Vincenzo Pipino, 70 anni, diversi dei quali passati in galera dopo condanne per furto ma anche per spaccio e traffico di droga, è nuovamente finito nei guai per carte di credito clonate. Un’attività che aveva messo in piedi, come testimoniano alcune indagini di carabinieri e polizia, dopo che la Squadra Mobile di Venezia, lo aveva arrestato cinque anni fa al termine dell’operazione “Vecchia Guardia”. Ieri è stato messo agli arresti domiciliari e l’ordinanza del gip di Gorizia gli è stata consegnata dagli agenti della Squadra Mobile della città giuliana. Naturalmente gli hanno pure perquisito l’abitazione dove è stato trovato altro materiale interessante per le indagini. Complessivamente sono quasi un centinaio le persone indagate a vario titolo. Gli inquirenti lo ritengono la “mente” di un gruppo che comprendeva una quindicina di altre persone, tutte con profilo criminale inferiore al suo, che si erano specializzate nello stampare carte di credito clonate, utilizzando dati rubati a turisti che frequentavano il centro storico veneziano e Gorizia. In particolare, in quest’ultima città rubava i dati ai giocatori del casinò di Nova Gorica in Slovenia, che facevano spese in zona. Quando poteva ancora muoversi, perché non soggetto a misure restrittive di alcun genere, Pipino trascorreva alcuni giorni al mese a Nova Gorica, da dove coordinava il lavoro dei suoi complici. Ieri mattina, oltre alla sua abitazione, sono state perquisite quelle di altri quattro complici residenti nel veneziano, tra cui anche quella di uno dei fratelli. Si tratta di complici che in particolare avevano il compito di rubare dati, relativi a carte di credito, all’interno i ristoranti e negozi della città. Altre perquisizioni sono avvenute in provincia di Treviso. Tutto ha inizio con la tempestiva segnalazione di un commerciante del centro di Gorizia, servita agli investigatori della polizia per risalire all’identità di due individui che avevano tentato un acquisto di notevole valore con una carta di credito falsa.

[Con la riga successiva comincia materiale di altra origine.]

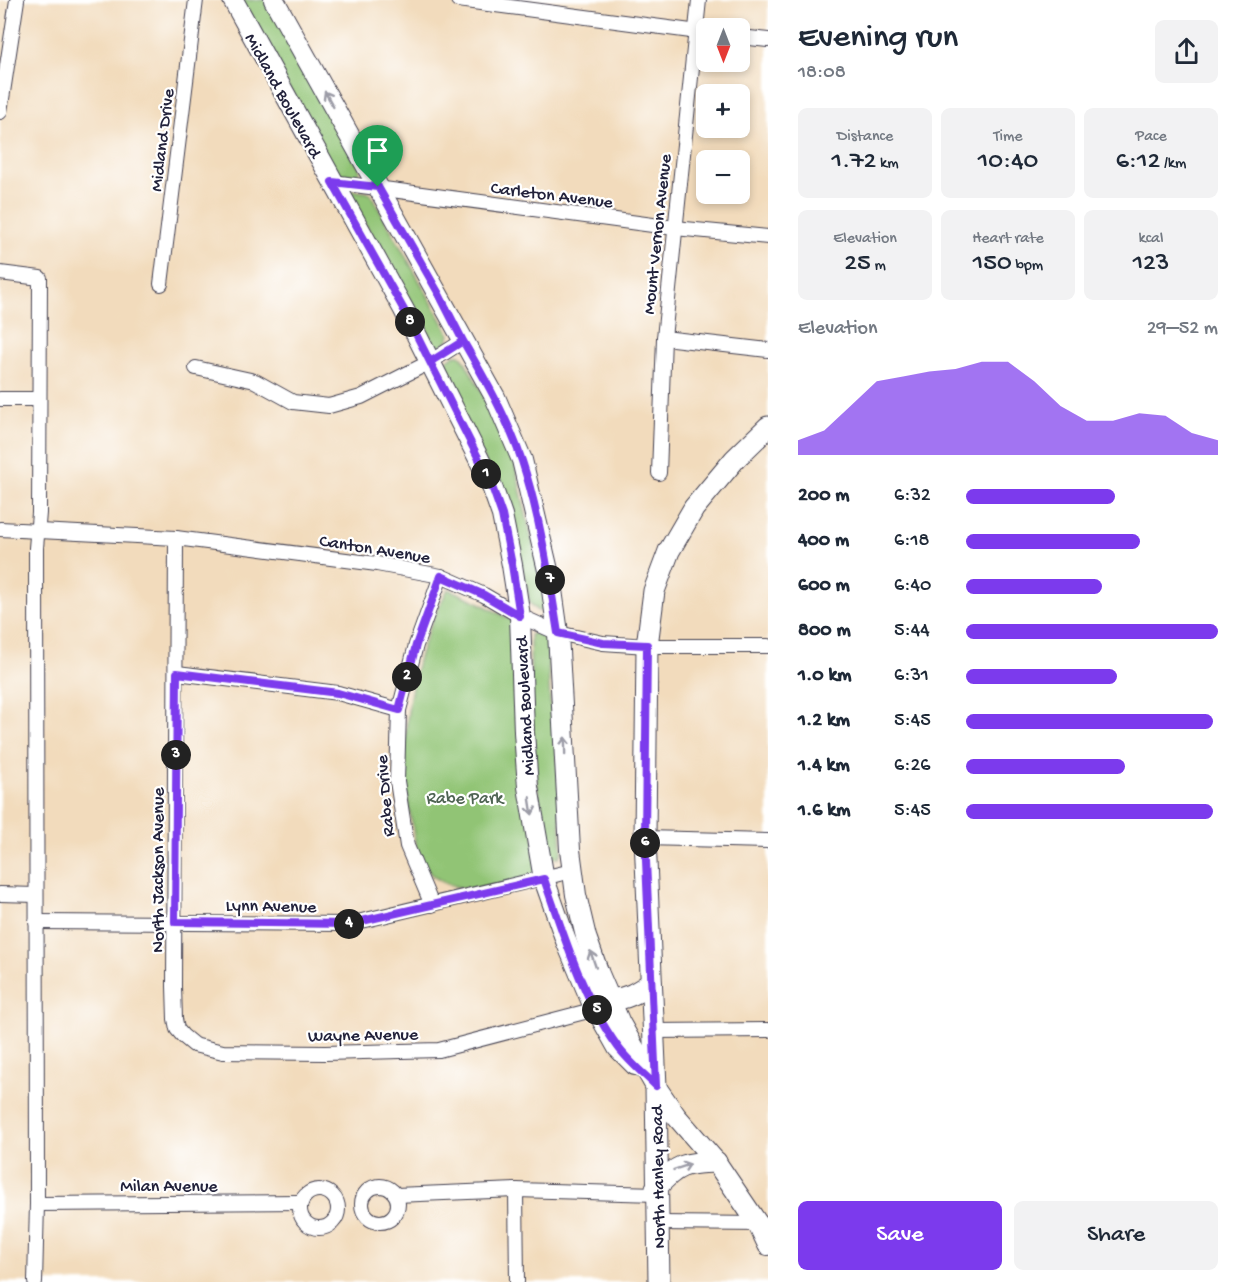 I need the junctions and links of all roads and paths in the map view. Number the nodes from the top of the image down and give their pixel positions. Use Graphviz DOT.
graph roads {
  1 [pos="16,0"];
  2 [pos="196,0"];
  3 [pos="233,0"];
  4 [pos="274,0"];
  5 [pos="458,0"];
  6 [pos="699,0"];
  7 [pos="700,18"];
  8 [pos="696,31"];
  9 [pos="750,38"];
  10 [pos="768,40"];
  11 [pos="696,70"];
  12 [pos="0,112"];
  13 [pos="332,182"];
  14 [pos="378,187"];
  15 [pos="675,228"];
  16 [pos="768,237"];
  17 [pos="0,273"];
  18 [pos="161,284"];
  19 [pos="664,338"];
  20 [pos="463,341"];
  21 [pos="768,350"];
  22 [pos="430,362"];
  23 [pos="196,368"];
  24 [pos="0,399"];
  25 [pos="38,399"];
  26 [pos="768,427"];
  27 [pos="659,473"];
  28 [pos="0,529"];
  29 [pos="37,531"];
  30 [pos="176,538"];
  31 [pos="441,576"];
  32 [pos="520,616"];
  33 [pos="558,633"];
  34 [pos="647,645"];
  35 [pos="768,646"];
  36 [pos="177,673"];
  37 [pos="399,710"];
  38 [pos="645,838"];
  39 [pos="768,841"];
  40 [pos="572,871"];
  41 [pos="544,879"];
  42 [pos="0,894"];
  43 [pos="36,894"];
  44 [pos="432,906"];
  45 [pos="36,922"];
  46 [pos="175,922"];
  47 [pos="651,983"];
  48 [pos="174,986"];
  49 [pos="603,1004"];
  50 [pos="768,1030"];
  51 [pos="653,1031"];
  52 [pos="656,1086"];
  53 [pos="716,1162"];
  54 [pos="516,1190"];
  55 [pos="656,1191"];
  56 [pos="396,1195"];
  57 [pos="301,1202"];
  58 [pos="37,1204"];
  59 [pos="658,1223"];
  60 [pos="763,1224"];
  61 [pos="768,1245"];
  62 [pos="35,1282"];
  63 [pos="517,1282"];
  64 [pos="659,1282"];
  1 -- 12 [label="street"];
  2 -- 18 [label="street, Midland Drive"];
  3 -- 13 [label="main road, Midland Boulevard"];
  14 -- 4 [label="main road, Midland Boulevard, one-way"];
  5 -- 8 [label="street"];
  6 -- 7 [label="street, Mount Vernon Avenue"];
  9 -- 10 [label="street"];
  11 -- 15 [label="street, Mount Vernon Avenue"];
  13 -- 14 [label="street, Carleton Avenue"];
  13 -- 22 [label="main road, Midland Boulevard"];
  14 -- 15 [label="street, Carleton Avenue"];
  14 -- 20 [label="main road, Midland Boulevard"];
  15 -- 16 [label="street, Carleton Avenue"];
  15 -- 19 [label="street, Mount Vernon Avenue"];
  17 -- 25 [label="street"];
  19 -- 21 [label="street"];
  19 -- 27 [label="street, Mount Vernon Avenue"];
  20 -- 22 [label="street"];
  20 -- 33 [label="main road, Midland Boulevard"];
  22 -- 23 [label="street"];
  22 -- 32 [label="main road, Midland Boulevard"];
  24 -- 25 [label="street"];
  25 -- 29 [label="street"];
  26 -- 34 [label="main road, North Hanley Road"];
  28 -- 29 [label="street, Canton Avenue"];
  29 -- 30 [label="street, Canton Avenue"];
  29 -- 43 [label="street"];
  30 -- 31 [label="street, Canton Avenue"];
  30 -- 36 [label="street, North Jackson Avenue"];
  31 -- 32 [label="street, Canton Avenue"];
  31 -- 37 [label="street, Rabe Drive"];
  32 -- 33 [label="street, Canton Avenue"];
  32 -- 41 [label="main road, Midland Boulevard, one-way"];
  33 -- 34 [label="street, Canton Avenue"];
  40 -- 33 [label="main road, Midland Boulevard, one-way"];
  34 -- 35 [label="street, Canton Avenue"];
  34 -- 38 [label="main road, North Hanley Road"];
  36 -- 37 [label="street"];
  36 -- 46 [label="street, North Jackson Avenue"];
  37 -- 44 [label="street, Rabe Drive"];
  38 -- 39 [label="street"];
  38 -- 47 [label="main road, North Hanley Road"];
  40 -- 41 [label="street, Lynn Avenue"];
  49 -- 40 [label="main road, Midland Boulevard, one-way"];
  41 -- 44 [label="street, Lynn Avenue"];
  41 -- 49 [label="main road, Midland Boulevard"];
  42 -- 43 [label="street"];
  43 -- 45 [label="street"];
  44 -- 46 [label="street, Lynn Avenue"];
  45 -- 46 [label="street, Lynn Avenue"];
  45 -- 58 [label="street"];
  46 -- 48 [label="street, North Jackson Avenue"];
  47 -- 49 [label="main road"];
  47 -- 51 [label="main road, North Hanley Road"];
  48 -- 49 [label="street, Wayne Avenue"];
  49 -- 52 [label="main road, Midland Boulevard"];
  50 -- 51 [label="street"];
  51 -- 52 [label="main road, North Hanley Road"];
  52 -- 53 [label="main road, Midland Boulevard"];
  52 -- 55 [label="main road, North Hanley Road"];
  55 -- 53 [label="main road, one-way"];
  53 -- 60 [label="main road, Midland Boulevard"];
  54 -- 55 [label="street"];
  54 -- 56 [label="street"];
  54 -- 63 [label="street"];
  55 -- 59 [label="main road, North Hanley Road"];
  57 -- 58 [label="street, Milan Avenue"];
  58 -- 62 [label="street"];
  59 -- 60 [label="street"];
  59 -- 64 [label="main road, North Hanley Road"];
  60 -- 61 [label="main road, Midland Boulevard"];
} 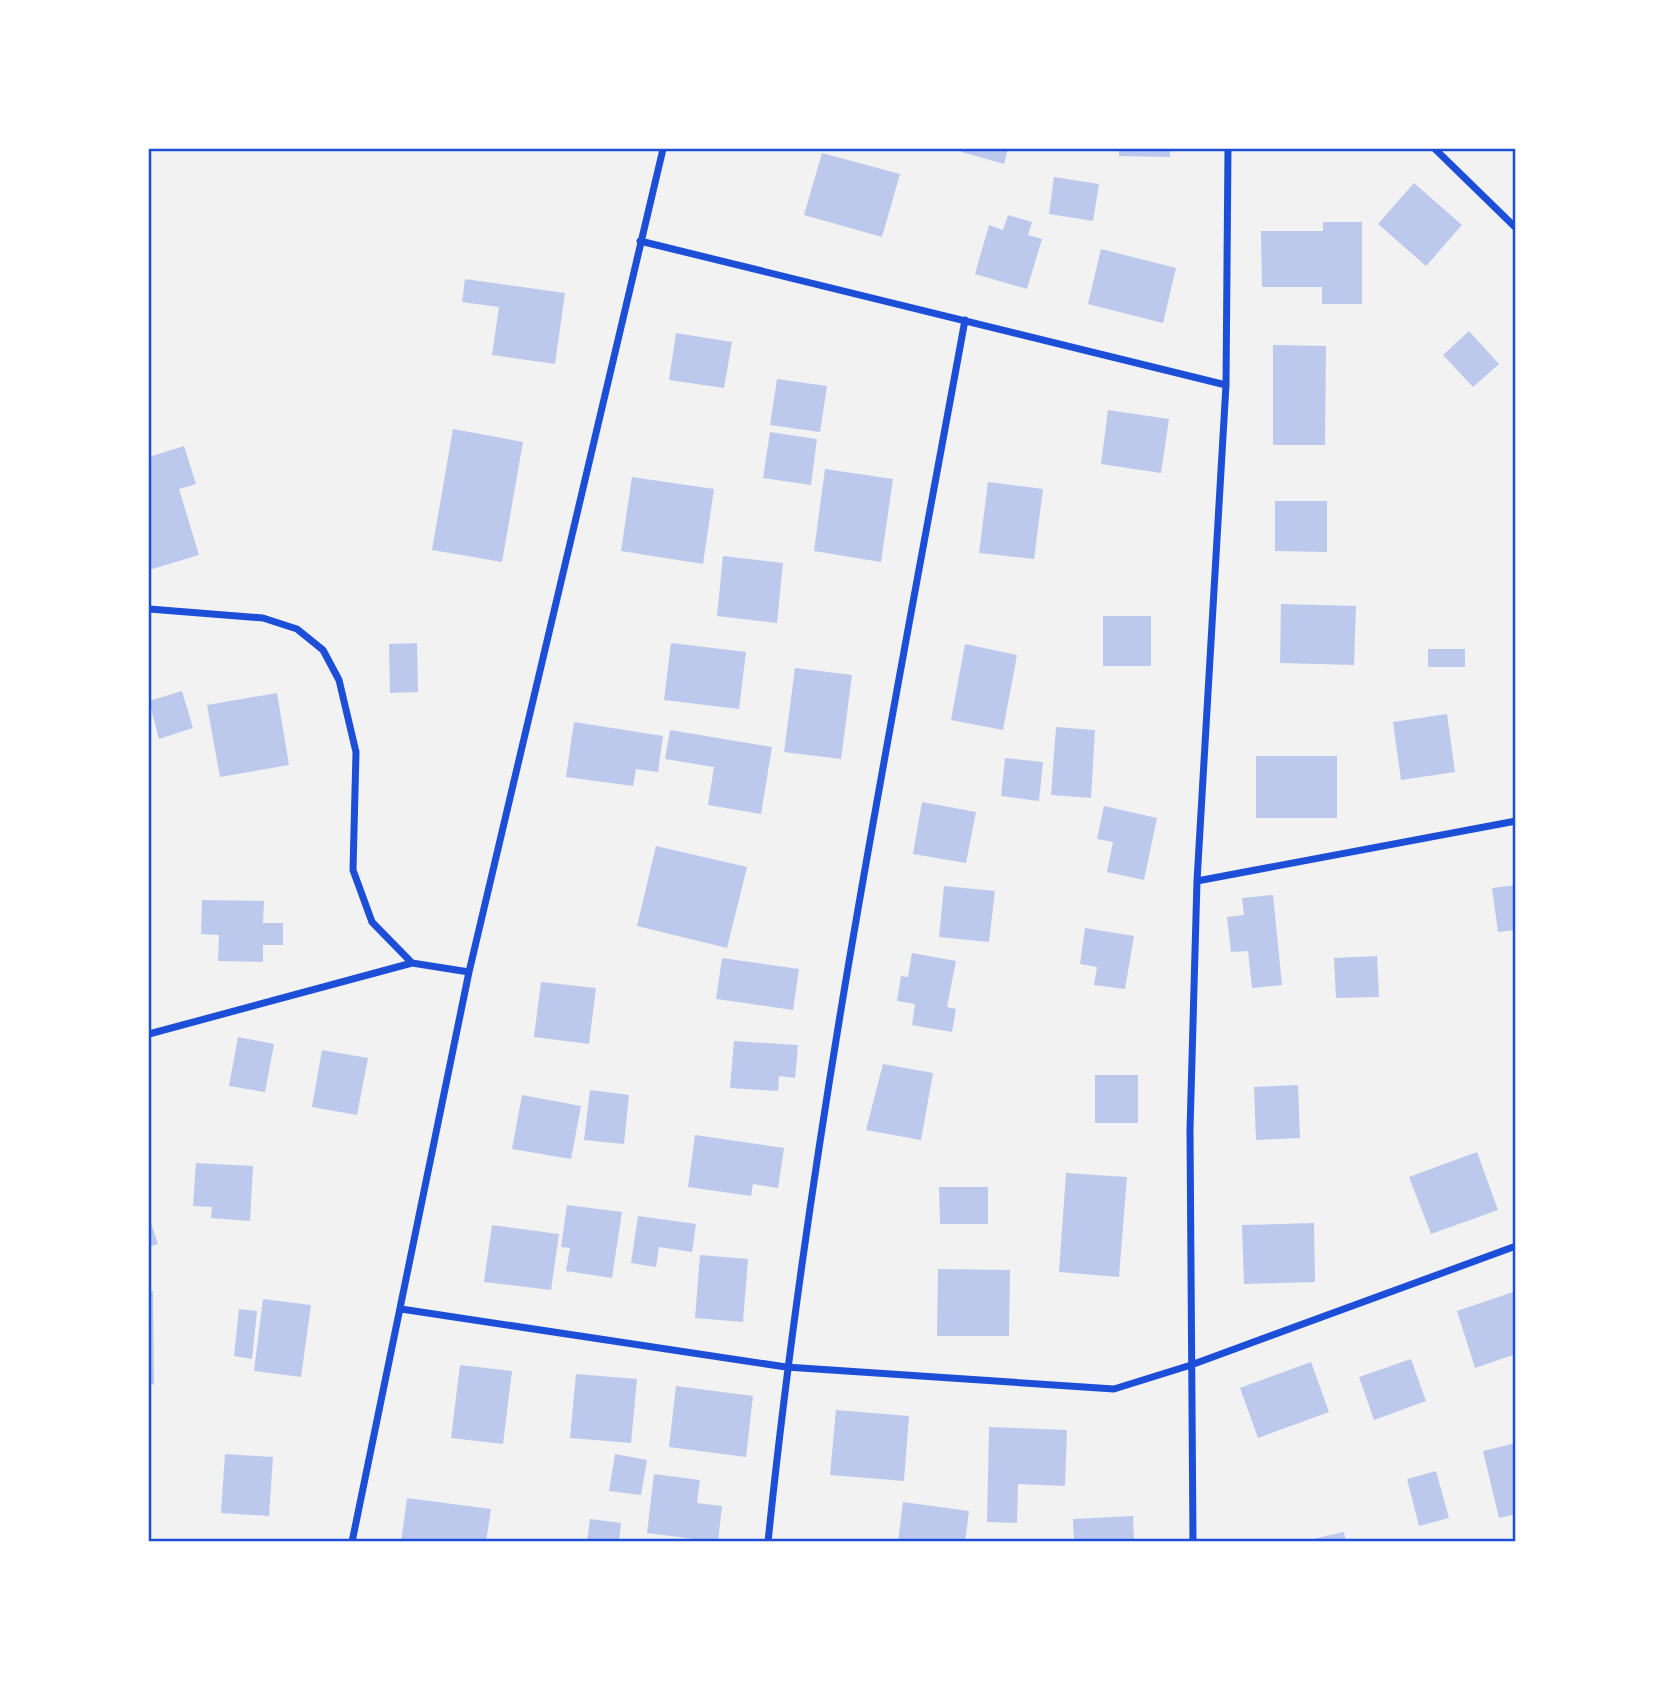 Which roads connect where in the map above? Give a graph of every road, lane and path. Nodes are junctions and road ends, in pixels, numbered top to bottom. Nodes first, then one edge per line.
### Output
1 (663, 149) edge
2 (1228, 149) edge
3 (1435, 149) edge
4 (1516, 228) edge
5 (640, 241) junction
6 (965, 320) junction
7 (1226, 385) junction
8 (149, 609) edge
9 (1516, 821) edge
10 (1197, 881) junction
11 (412, 963) junction
12 (469, 972) junction
13 (149, 1034) edge
14 (1516, 1246) edge
15 (401, 1309) junction
16 (1191, 1365) junction
17 (786, 1367) junction
18 (352, 1542) edge
19 (768, 1542) edge
20 (1193, 1542) edge

1 - 5 street
2 - 7 street
3 - 4 street
5 - 6 street
5 - 12 street
6 - 7 street
6 - 17 street
7 - 10 street
8 - 11 street
9 - 10 street
10 - 16 street
11 - 12 street
11 - 13 street
12 - 15 street
14 - 16 street
15 - 17 street
15 - 18 street
16 - 17 street
16 - 20 street
17 - 19 street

I due erano inseriti in un gruppo piuttosto numeroso - alla fine si conteranno un centinaio di persone - che, tra Italia e Slovenia, spendeva quotidianamente somme ingenti di denaro nei negozi, nei centri commerciali e ai distributori di carburante. Un volume di spesa così elevato, specie se rapportato alla scarsa disponibilità economica delle persone coinvolte, in parte disoccupati o con attività di certo non particolarmente redditizie, è stato l’elemento principale a indirizzare l’interesse investigativo nei loro confronti. Sono così emerse migliaia di transazioni effettuate con carte di credito riprodotte in varie località, acquisti di ogni tipo, dai telefoni cellulari più costosi ai pc portatili, dalle stufe ai capi di abbigliamento “griffati”, oggetti destinati poi alla ricettazione a favore di altri. Seguendo i primi due “utilizzatori”, la polizia è arrivata al gruppo, ristretto, di quindici personaggi incaricati i procurare i dati che servivano a clonare le carte di credito. Ben presto emerge chi era la mente di tutto questo. Si tratta del noto pregiudicato Vincenzo Pipino, che ancora una volta pensava di ingannare gli investigatori ma che è stato scoperto ben presto. Infatti era convinto di non farsi scoprire soggiornando a Nova Gorica, all’estero insomma, dove invece i poliziotti giuliani lo hanno pure filmato. Ieri sono state eseguite ventisette perquisizioni compiute dalle squadre mobili di Venezia, Treviso e Pordenone. Trovati diversi skimmer, utilizzati per clonare, carte di credito false, documenti e altro materiale utile alle indagini.